Dutch field hockey player

Otto Ferdinand Muller von Czernicki, Jr (13 March 1909 in Magetan, Dutch East Indies – 1998) was a Dutch field hockey player who competed in the 1928 Summer Olympics. He had a professional career as agricultural engineer, was married to Lilie van Thiel (born 1913), and was the son of Otto Ferdinand Muller von Czernicki, Sr and Anna Catharina Cramer.

He was a squad member of the Dutch field hockey team, which won the silver medal in the 1928 Olympics. He was a reserve player and did not play a single match.

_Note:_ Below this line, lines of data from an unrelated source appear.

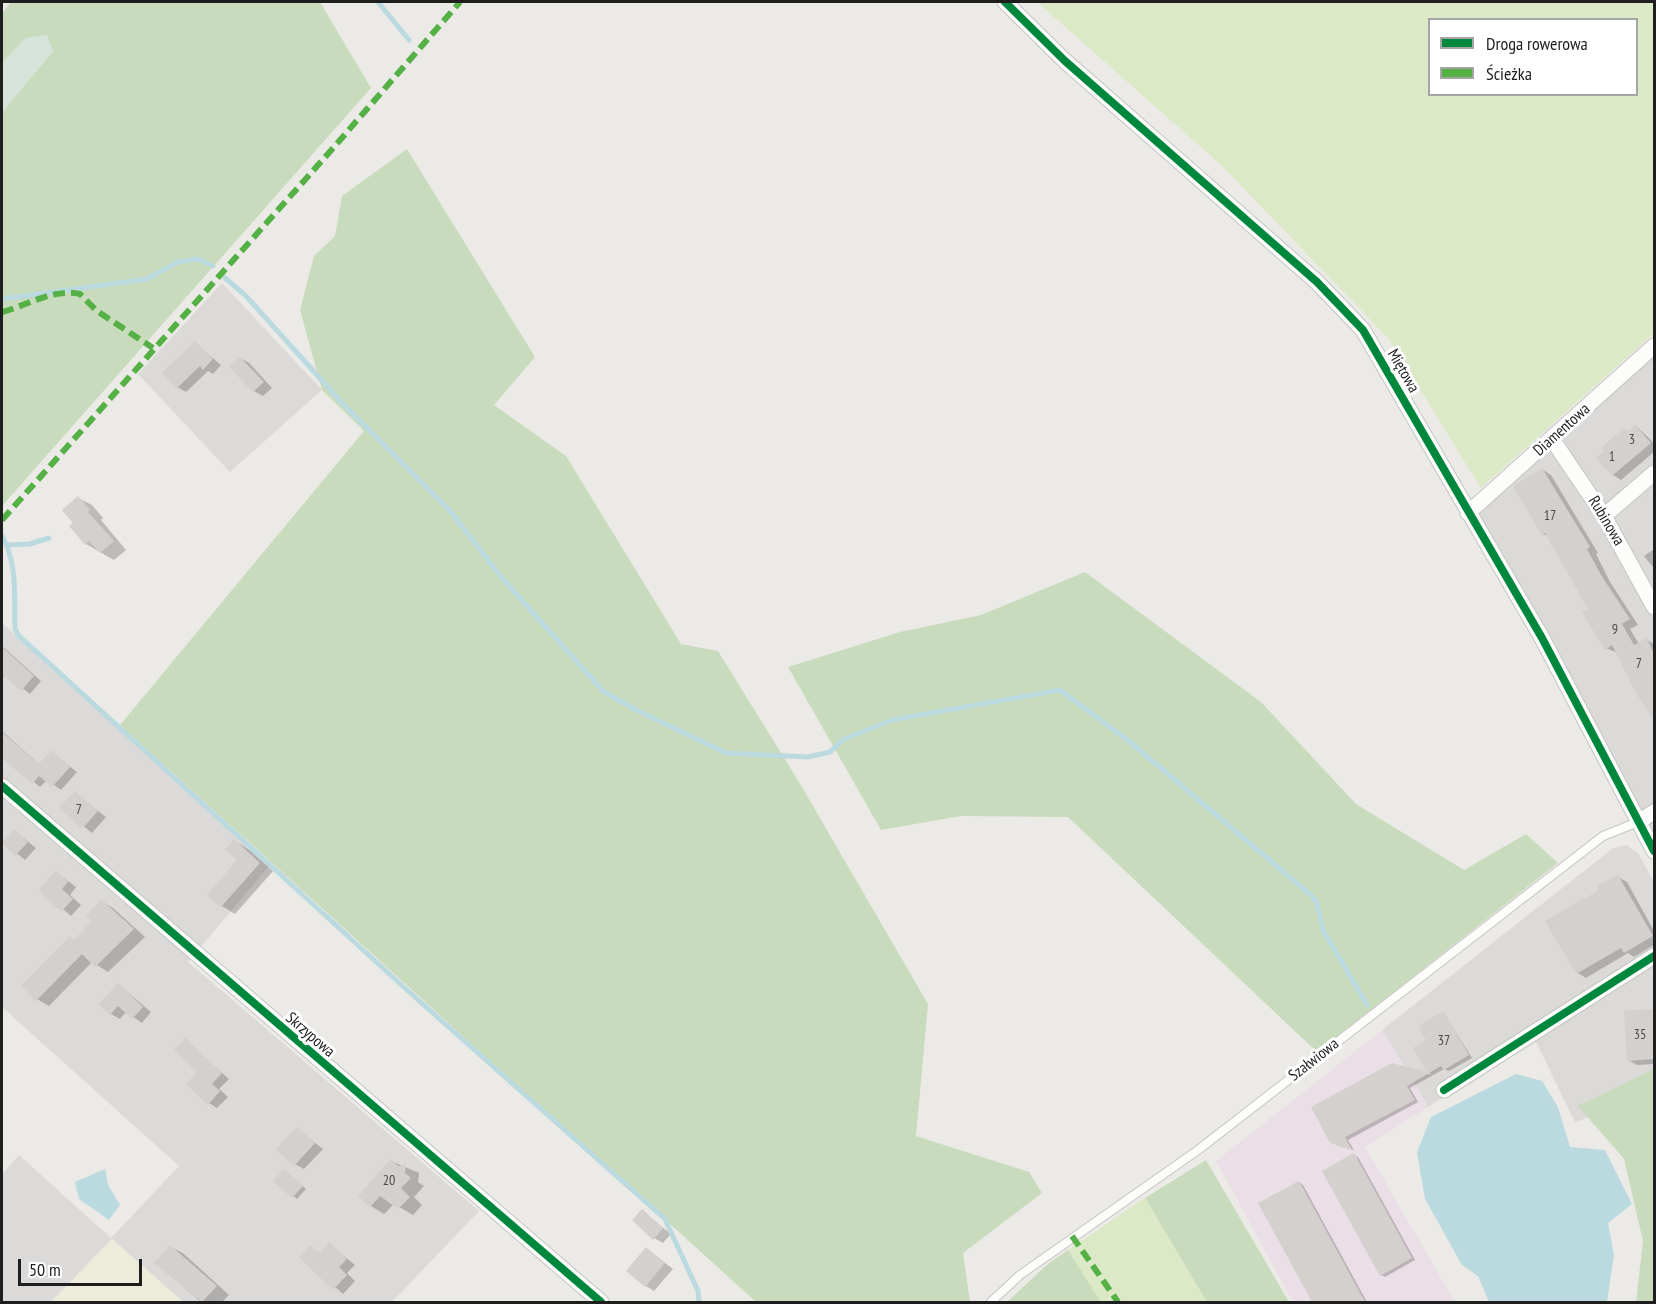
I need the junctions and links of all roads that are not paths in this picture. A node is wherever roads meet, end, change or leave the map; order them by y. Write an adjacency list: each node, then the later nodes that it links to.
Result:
1 (1005, 2): 5 (street, Miętowa)
2 (1654, 345): 3 (street, Diamentowa)
3 (1552, 439): 5 (street, Diamentowa); 6 (street, Rubinowa)
4 (1654, 473): 6 (street)
5 (1468, 513): 10 (street, Miętowa)
6 (1604, 516): 7 (street, Rubinowa)
7 (1654, 607)
8 (2, 786): 14 (street, Skrzypowa)
9 (1654, 812): 10 (street)
10 (1638, 822): 11 (street, Miętowa); 15 (lane, Szałwiowa)
11 (1654, 851)
12 (1654, 956): 13 (street)
13 (1444, 1090)
14 (601, 1302)
15 (991, 1302)

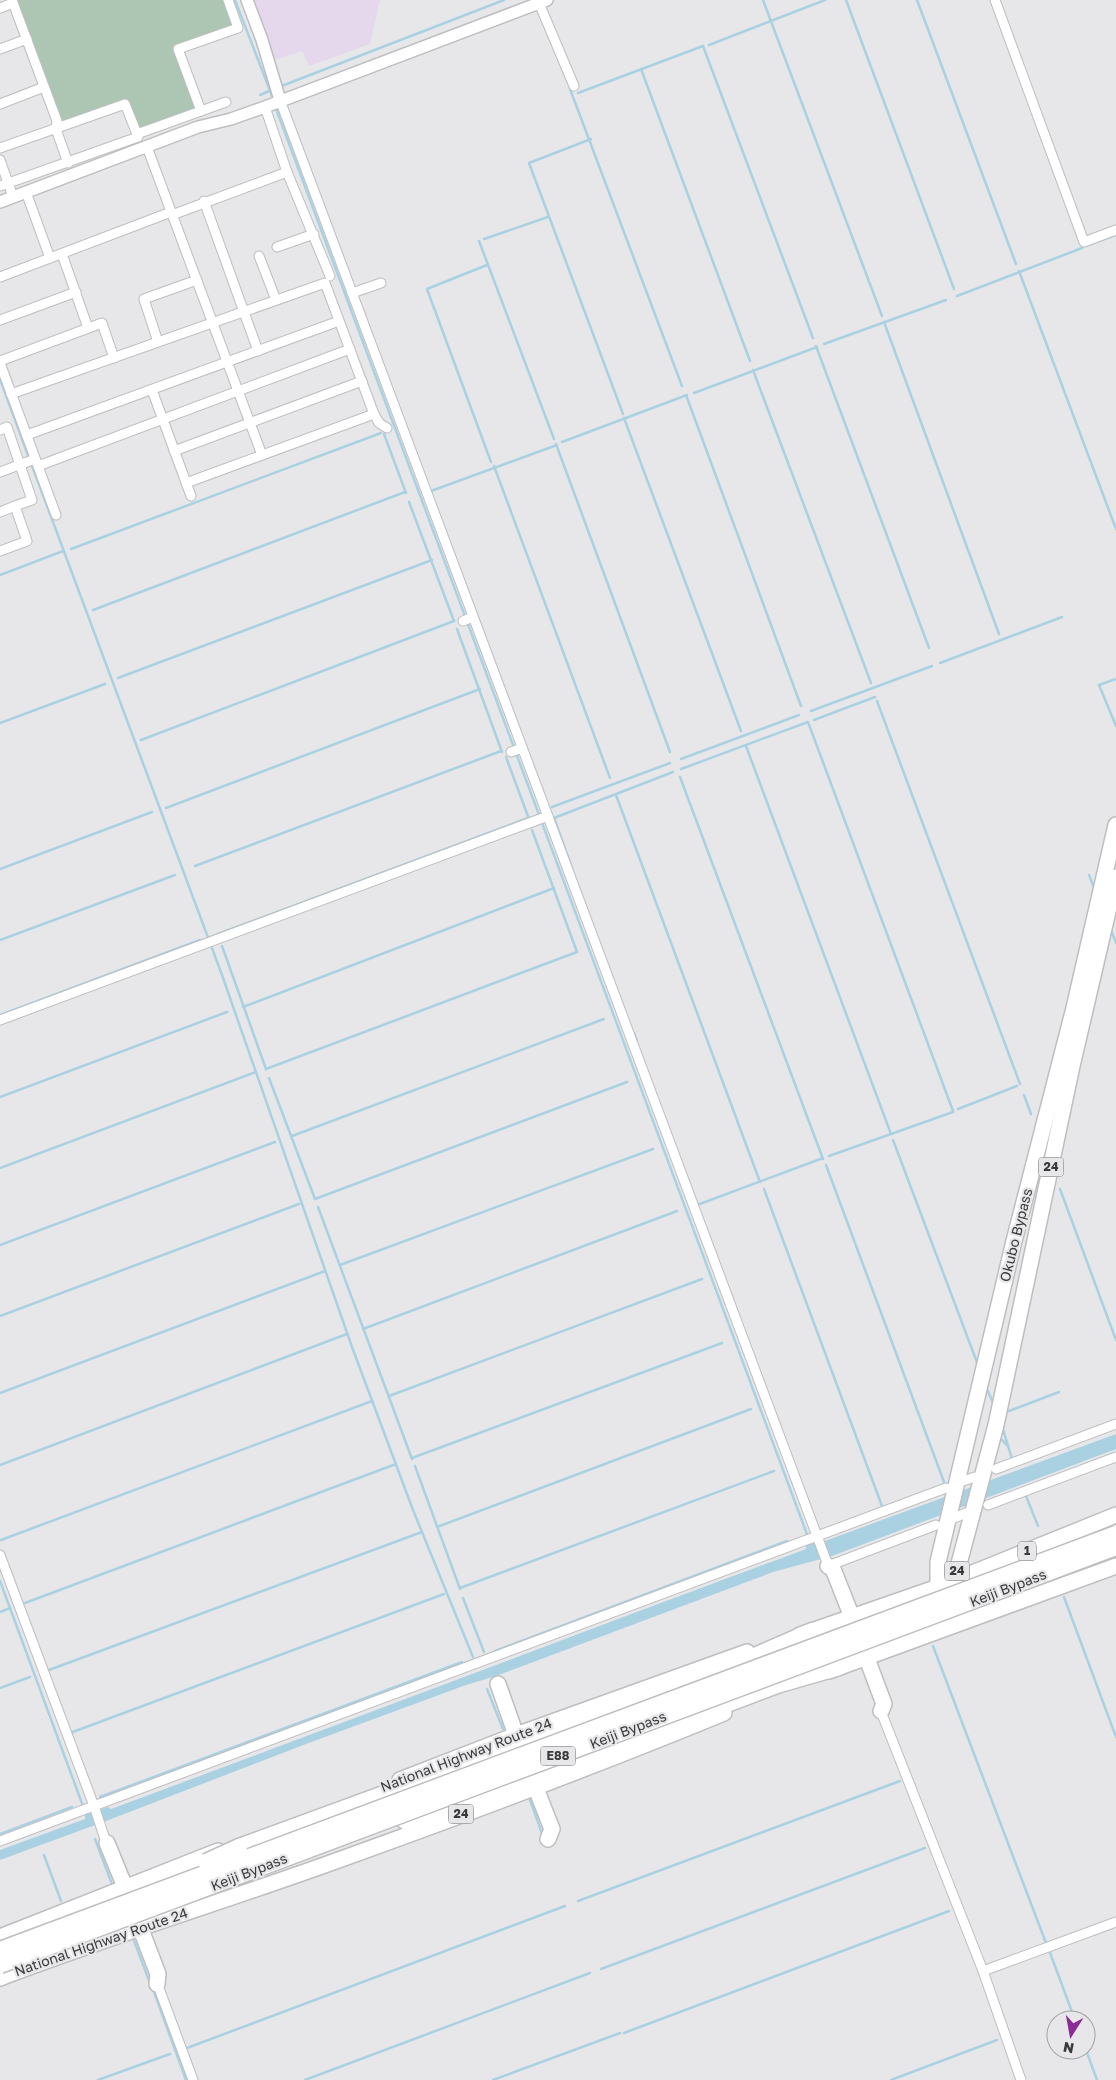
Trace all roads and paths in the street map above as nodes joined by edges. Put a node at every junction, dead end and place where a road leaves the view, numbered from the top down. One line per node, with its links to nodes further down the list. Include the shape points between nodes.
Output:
1 (228, 0): 7 (street)
2 (247, 0): 7 (street)
3 (995, 0): 31 (street, via 1084,242)
4 (12, 1): 6 (street); 8 (street)
5 (543, 1): 11 (street); 12 (street)
6 (0, 8)
7 (244, 16): 12 (street); 15 (street, via 238,28 178,49)
8 (26, 40): 9 (street); 10 (street)
9 (0, 49)
10 (44, 86): 14 (street); 16 (street, via 57,121)
11 (574, 86)
12 (274, 98): 19 (street, via 231,119 198,127); 24 (street); 32 (street)
13 (226, 102): 15 (street)
14 (0, 104)
15 (201, 111): 17 (street)
16 (56, 129): 17 (street, via 125,104); 20 (street); 23 (street)
17 (137, 134): 18 (street, via 138,137)
18 (107, 147): 22 (street); 23 (street)
19 (147, 147): 22 (street); 30 (street)
20 (0, 148)
21 (0, 160): 25 (street)
22 (113, 160): 26 (street)
23 (68, 163): 25 (street)
24 (288, 172): 29 (street); 33 (street)
25 (4, 185): 27 (street)
26 (26, 192): 27 (street); 37 (street)
27 (13, 197): 28 (street)
28 (0, 202)
29 (204, 202): 30 (street); 45 (street)
30 (172, 213): 35 (street); 40 (street)
31 (1116, 230)
32 (328, 233): 33 (street); 43 (street)
33 (315, 236): 34 (street); 38 (street)
34 (277, 247)
35 (62, 254): 37 (street); 42 (street)
36 (260, 256): 44 (street)
37 (50, 258): 39 (street)
38 (330, 276)
39 (0, 277)
40 (197, 280): 48 (street); 50 (street, via 144,299)
41 (381, 283): 43 (street)
42 (76, 292): 46 (street); 49 (street)
43 (352, 293): 77 (street)
44 (276, 300): 45 (street); 47 (street, via 325,283)
45 (244, 312): 48 (street); 52 (street)
46 (0, 320)
47 (339, 321): 51 (street); 52 (street)
48 (213, 323): 50 (street); 55 (street)
49 (88, 328): 53 (street, via 102,323); 54 (street)
50 (158, 342): 53 (street)
51 (350, 349): 56 (street); 58 (street)
52 (258, 351): 55 (street)
53 (114, 358): 59 (street)
54 (0, 362): 59 (street)
55 (228, 362): 57 (street); 58 (street)
56 (362, 381): 60 (street); 62 (street)
57 (152, 390): 61 (street); 65 (street)
58 (238, 391): 61 (street); 62 (street)
59 (11, 394): 65 (street)
60 (374, 414): 63 (street); 67 (street)
61 (162, 419): 66 (street); 68 (street)
62 (250, 423): 66 (street); 67 (street)
63 (387, 428)
64 (0, 430): 69 (street, via 7,427)
65 (27, 435): 68 (street)
66 (174, 451): 71 (street)
67 (262, 455): 71 (street)
68 (36, 462): 69 (street); 75 (street)
69 (20, 464): 70 (street); 73 (street, via 32,500)
70 (0, 472)
71 (186, 483): 72 (street)
72 (191, 496)
73 (16, 506): 74 (street); 76 (street, via 27,541)
74 (0, 512)
75 (56, 514)
76 (0, 551)
77 (543, 818): 81 (street); 90 (street)
78 (1116, 825): 80 (highway, Okubo Bypass / 24)
79 (1116, 877): 80 (highway, Okubo Bypass / 24)
80 (1103, 910): 84 (highway, Okubo Bypass / 24); 85 (highway, Okubo Bypass / 24, via 1014,1241)
81 (0, 1020)
82 (1116, 1424): 84 (street)
83 (1116, 1457): 86 (street)
84 (984, 1476): 85 (street); 86 (highway, Okubo Bypass / 24)
85 (955, 1486): 88 (highway, Okubo Bypass / 24); 90 (street)
86 (977, 1507): 88 (street); 95 (highway, via 971,1554); 97 (highway, Okubo Bypass / 24)
87 (1116, 1514): 95 (highway, 1)
88 (946, 1520): 93 (highway, Okubo Bypass / 24); 94 (street)
89 (1116, 1534): 116 (highway, Keiji Bypass / E88, bridge)
90 (818, 1539): 94 (street); 110 (street)
91 (1116, 1547): 114 (highway, Keiji Bypass / E88, bridge)
92 (0, 1555): 110 (street)
93 (938, 1562): 98 (highway, Okubo Bypass / 24); 100 (highway, via 932,1575 915,1589)
94 (827, 1564): 100 (highway, via 833,1568)
95 (988, 1566): 97 (highway, 1)
96 (1116, 1566): 99 (highway, via 1080,1574 962,1618 952,1616); 102 (highway, National Highway Route 24)
97 (955, 1579): 98 (highway, 1); 99 (highway, Okubo Bypass / 24)
98 (938, 1587): 99 (highway, Okubo Bypass); 100 (highway, National Highway Route 24 / 24)
99 (945, 1608): 102 (highway, Okubo Bypass / 24)
100 (848, 1613): 101 (highway, National Highway Route 24 / 24); 103 (highway)
101 (812, 1631): 103 (highway, National Highway Route 24 / 24); 116 (highway, bridge, via 725,1669 238,1848)
102 (933, 1633): 104 (highway, National Highway Route 24 / 24)
103 (760, 1648): 108 (highway, National Highway Route 24 / 24)
104 (865, 1662): 105 (highway, National Highway Route 24 / 24); 107 (highway, via 884,1704)
105 (839, 1667): 109 (highway, National Highway Route 24 / 24); 114 (highway, bridge, via 777,1685 498,1791)
106 (495, 1684): 108 (highway)
107 (881, 1711): 124 (street)
108 (516, 1735): 115 (highway, National Highway Route 24 / 24)
109 (535, 1786): 111 (highway, via 552,1829); 119 (highway, National Highway Route 24 / 24)
110 (92, 1806): 112 (street); 113 (street)
111 (548, 1839)
112 (0, 1841)
113 (107, 1843): 115 (highway)
114 (248, 1872): 123 (highway, Keiji Bypass / E88, bridge)
115 (121, 1884): 116 (highway, National Highway Route 24 / 24)
116 (75, 1914): 118 (highway, via 14,1922); 120 (highway, National Highway Route 24 / 24); 122 (highway, Keiji Bypass / E88, bridge)
117 (1116, 1922): 124 (street)
118 (0, 1928)
119 (139, 1933): 121 (highway, National Highway Route 24 / 24); 126 (highway, via 158,1974)
120 (0, 1937)
121 (89, 1945): 125 (highway, National Highway Route 24 / 24); 127 (highway, via 36,1974)
122 (0, 1950)
123 (0, 1965)
124 (983, 1971): 129 (street)
125 (0, 1978)
126 (157, 1984): 128 (street)
127 (0, 1988)
128 (193, 2080)
129 (1021, 2080)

He played from 1926 to 1930 as back in the hockey teams of Bloemendaal, H.H.C (1930), the Netherlands National Student Hockey Team, and the Netherlands men's national field hockey team. He also played lawn tennis and rowed at WSR Argo in 1936.

After graduating in 1937 from Wageningen University with a degree in tropical agriculture, Muller von Czernicki eventually became the CEO of Rubber Cultuur Maatschappij "Amsterdam" (RCMA), now Amsterdam Commodities (Acomo), a company with thousands of employees that, until 1957 when Indonesia nationalized all plantations, primarily managed rubber and palm oil plantations.